Back in 2015 when the United Nations rolled out the sustainable development goals, sustainability in design was on everybody’s lips. Now, two years on, people are still buzzing about sustainable design – but what exactly does it mean for graphic designers like myself, and what we can offer our clients?

In a society where everything is constantly changing and in demand, and where people expect instant gratification, it’s difficult to believe how anything can be sustainable. But it should be. It should be quality over quantity and making things that last. When I design, this is always my ultimate goal – to create something timeless. But it can’t start with me, and it certainly can’t stop with me. Sustainable design involves function, material and packaging choices. It is so much more than just sticking a green label on existing products as Art Director Philippe Intraligi puts it.

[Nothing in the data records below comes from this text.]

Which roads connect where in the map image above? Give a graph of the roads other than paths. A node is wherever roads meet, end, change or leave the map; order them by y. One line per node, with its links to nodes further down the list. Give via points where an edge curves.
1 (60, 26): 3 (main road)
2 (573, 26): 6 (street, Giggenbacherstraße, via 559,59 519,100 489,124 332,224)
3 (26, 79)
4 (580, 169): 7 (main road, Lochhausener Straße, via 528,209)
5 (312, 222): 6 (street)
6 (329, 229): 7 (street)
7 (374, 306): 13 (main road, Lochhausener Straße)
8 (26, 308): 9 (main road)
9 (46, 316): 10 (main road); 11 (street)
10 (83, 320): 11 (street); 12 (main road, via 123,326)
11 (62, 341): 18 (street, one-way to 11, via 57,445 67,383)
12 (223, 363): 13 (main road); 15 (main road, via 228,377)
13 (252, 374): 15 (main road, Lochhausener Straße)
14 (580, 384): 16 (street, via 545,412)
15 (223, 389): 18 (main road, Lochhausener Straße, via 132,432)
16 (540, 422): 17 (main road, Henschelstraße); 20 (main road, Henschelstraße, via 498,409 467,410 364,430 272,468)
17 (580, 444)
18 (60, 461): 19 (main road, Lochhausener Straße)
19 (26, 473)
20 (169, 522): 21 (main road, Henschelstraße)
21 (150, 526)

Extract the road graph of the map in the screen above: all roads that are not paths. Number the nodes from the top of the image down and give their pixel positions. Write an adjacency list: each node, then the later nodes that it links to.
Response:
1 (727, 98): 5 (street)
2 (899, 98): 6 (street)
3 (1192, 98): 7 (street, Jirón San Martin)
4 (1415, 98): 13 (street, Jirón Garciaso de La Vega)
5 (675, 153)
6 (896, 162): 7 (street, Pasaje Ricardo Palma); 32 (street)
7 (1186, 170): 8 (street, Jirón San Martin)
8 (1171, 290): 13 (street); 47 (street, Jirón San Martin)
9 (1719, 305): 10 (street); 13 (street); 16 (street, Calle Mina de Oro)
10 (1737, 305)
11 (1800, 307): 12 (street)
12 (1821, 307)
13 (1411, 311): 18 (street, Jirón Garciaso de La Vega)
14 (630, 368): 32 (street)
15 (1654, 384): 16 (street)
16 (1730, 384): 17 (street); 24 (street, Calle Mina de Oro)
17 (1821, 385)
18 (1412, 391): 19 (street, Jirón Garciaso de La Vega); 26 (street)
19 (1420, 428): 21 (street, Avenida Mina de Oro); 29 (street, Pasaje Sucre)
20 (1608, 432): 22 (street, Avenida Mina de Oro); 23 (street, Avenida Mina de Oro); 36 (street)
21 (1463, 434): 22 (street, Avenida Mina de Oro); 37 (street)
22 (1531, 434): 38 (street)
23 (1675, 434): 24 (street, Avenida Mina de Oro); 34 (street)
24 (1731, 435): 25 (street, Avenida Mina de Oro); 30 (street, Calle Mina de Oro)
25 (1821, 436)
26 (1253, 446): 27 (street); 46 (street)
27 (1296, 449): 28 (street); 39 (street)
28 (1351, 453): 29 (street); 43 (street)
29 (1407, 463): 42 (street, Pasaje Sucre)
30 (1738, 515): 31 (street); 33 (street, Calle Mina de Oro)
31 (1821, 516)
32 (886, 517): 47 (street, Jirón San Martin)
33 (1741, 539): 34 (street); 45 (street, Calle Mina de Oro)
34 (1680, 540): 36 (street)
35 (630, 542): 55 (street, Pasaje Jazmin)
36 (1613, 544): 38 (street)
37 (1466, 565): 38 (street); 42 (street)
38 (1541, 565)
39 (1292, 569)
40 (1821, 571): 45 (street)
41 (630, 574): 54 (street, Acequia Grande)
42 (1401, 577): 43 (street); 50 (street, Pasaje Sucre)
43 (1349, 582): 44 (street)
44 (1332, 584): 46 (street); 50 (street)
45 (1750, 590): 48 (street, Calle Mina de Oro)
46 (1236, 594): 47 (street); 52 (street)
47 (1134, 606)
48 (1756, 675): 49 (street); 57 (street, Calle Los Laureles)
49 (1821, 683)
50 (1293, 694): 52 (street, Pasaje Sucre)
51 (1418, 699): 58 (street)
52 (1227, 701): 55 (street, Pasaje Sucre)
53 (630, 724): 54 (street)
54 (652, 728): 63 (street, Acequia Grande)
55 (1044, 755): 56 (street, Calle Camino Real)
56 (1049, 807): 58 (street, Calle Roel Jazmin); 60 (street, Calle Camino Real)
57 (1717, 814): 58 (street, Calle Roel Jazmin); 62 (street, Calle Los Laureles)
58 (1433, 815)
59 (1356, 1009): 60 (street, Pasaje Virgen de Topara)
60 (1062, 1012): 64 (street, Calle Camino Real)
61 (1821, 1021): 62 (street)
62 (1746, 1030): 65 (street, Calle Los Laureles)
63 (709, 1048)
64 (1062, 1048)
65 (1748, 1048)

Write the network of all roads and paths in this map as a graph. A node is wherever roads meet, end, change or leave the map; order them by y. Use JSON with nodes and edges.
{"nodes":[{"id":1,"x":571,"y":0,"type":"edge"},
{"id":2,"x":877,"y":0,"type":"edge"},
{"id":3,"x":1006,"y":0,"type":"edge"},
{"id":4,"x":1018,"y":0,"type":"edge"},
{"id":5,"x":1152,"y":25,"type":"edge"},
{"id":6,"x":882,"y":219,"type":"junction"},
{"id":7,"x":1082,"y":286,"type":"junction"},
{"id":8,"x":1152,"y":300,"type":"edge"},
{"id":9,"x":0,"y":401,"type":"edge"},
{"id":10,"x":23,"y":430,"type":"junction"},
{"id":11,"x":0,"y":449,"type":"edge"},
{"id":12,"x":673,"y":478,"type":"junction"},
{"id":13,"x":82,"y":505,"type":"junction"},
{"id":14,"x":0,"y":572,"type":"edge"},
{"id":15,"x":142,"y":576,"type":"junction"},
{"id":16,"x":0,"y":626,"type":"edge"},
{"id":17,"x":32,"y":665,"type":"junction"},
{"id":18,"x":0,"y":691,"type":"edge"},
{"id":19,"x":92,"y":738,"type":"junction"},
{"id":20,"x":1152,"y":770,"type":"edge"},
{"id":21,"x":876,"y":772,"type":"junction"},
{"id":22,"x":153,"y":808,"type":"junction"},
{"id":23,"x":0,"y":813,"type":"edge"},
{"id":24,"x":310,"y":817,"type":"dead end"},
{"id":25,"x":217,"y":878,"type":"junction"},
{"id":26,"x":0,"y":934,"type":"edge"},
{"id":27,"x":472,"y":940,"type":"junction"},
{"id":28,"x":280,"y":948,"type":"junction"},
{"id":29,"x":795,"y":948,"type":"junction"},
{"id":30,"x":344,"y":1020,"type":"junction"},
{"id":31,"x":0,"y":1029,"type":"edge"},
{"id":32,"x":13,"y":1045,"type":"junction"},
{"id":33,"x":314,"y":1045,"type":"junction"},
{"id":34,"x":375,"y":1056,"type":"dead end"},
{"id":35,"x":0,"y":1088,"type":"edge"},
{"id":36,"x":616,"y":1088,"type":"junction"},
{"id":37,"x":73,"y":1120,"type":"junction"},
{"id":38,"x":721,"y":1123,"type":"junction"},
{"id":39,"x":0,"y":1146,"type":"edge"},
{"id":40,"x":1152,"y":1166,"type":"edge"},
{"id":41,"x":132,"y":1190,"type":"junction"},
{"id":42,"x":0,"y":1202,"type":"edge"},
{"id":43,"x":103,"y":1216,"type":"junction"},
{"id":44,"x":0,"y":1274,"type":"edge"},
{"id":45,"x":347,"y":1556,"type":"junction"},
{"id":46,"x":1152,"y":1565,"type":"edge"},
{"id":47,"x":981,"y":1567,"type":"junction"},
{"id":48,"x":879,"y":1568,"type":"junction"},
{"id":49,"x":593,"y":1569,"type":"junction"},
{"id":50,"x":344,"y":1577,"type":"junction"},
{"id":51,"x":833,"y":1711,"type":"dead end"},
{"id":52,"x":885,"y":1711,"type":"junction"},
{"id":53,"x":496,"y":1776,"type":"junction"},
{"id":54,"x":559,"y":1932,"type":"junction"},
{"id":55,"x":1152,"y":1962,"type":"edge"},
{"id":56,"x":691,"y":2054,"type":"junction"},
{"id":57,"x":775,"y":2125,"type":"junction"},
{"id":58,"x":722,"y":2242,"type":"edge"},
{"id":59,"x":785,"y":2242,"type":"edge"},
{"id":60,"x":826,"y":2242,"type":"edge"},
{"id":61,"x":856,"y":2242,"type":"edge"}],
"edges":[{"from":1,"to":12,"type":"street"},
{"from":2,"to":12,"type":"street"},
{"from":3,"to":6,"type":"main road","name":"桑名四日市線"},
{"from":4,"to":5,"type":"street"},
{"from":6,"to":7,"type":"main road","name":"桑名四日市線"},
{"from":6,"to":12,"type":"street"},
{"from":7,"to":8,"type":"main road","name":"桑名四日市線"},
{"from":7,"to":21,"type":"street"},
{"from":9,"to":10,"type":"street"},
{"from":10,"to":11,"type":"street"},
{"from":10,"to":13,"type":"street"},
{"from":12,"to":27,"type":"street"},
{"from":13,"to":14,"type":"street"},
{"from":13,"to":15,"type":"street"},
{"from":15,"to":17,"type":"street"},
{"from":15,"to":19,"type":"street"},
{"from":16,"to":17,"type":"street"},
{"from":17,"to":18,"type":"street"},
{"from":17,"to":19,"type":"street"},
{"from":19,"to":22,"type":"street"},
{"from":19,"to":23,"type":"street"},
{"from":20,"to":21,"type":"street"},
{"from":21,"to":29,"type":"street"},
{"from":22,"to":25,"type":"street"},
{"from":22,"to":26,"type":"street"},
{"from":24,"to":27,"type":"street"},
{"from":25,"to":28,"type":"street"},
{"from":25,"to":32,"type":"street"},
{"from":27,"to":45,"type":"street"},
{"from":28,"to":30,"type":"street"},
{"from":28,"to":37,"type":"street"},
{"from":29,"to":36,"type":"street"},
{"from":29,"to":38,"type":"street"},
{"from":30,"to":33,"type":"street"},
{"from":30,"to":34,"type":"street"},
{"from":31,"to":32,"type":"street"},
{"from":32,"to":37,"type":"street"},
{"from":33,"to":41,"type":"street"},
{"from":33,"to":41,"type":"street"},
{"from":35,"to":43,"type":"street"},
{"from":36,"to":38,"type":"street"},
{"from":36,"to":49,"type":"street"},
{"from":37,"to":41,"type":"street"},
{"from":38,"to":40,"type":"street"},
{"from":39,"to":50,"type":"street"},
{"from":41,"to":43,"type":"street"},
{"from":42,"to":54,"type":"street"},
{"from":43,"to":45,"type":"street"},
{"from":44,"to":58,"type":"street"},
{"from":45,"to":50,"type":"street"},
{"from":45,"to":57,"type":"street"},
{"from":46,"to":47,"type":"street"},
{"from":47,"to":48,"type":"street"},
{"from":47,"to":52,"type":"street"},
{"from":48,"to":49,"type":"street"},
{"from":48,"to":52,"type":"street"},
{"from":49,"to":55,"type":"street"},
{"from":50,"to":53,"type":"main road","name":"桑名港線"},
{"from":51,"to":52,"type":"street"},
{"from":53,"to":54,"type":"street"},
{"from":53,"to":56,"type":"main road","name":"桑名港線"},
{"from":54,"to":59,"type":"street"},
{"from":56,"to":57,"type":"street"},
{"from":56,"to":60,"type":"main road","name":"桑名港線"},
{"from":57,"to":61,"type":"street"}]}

As consumers, we throw away more now than we ever have but with companies like H&M and Marks & Spencer offering rewards for recycled clothing and fabrics, I think it’s safe to say the UN’s hope of changing the world by 2030 are well within our grasps.

But how can we as graphic designers change the world, one design at a time? One of the biggest challenges we face is making sure that we educate our clients about sustainable practices. Even though I am a huge lover of print, it’s important to raise the question as to whether a final product does in fact need to be printed. Can it be done using standard paper sizes and diecutting options? Consider everything, from the final product to how it’s being delivered, and then ultimately discarded. During discussions with the client, ask whether they do actually need that many copies of their printed product? Do they have budget to go with an eco-friendly printer? Have discussions with the printer about the type of ink and paper that is used, what the maximum of colours on a single press run are, and whether they do have totally chlorine free paper and ‘green-ink’ such as non-toxic, non-metallic, vegetable based or soy based?Do they use process-less printing plates? This cuts down on those pesky photosensitive toxins, and replaces them with inert carbon and tap water.

Small changes, makes one big change for the better.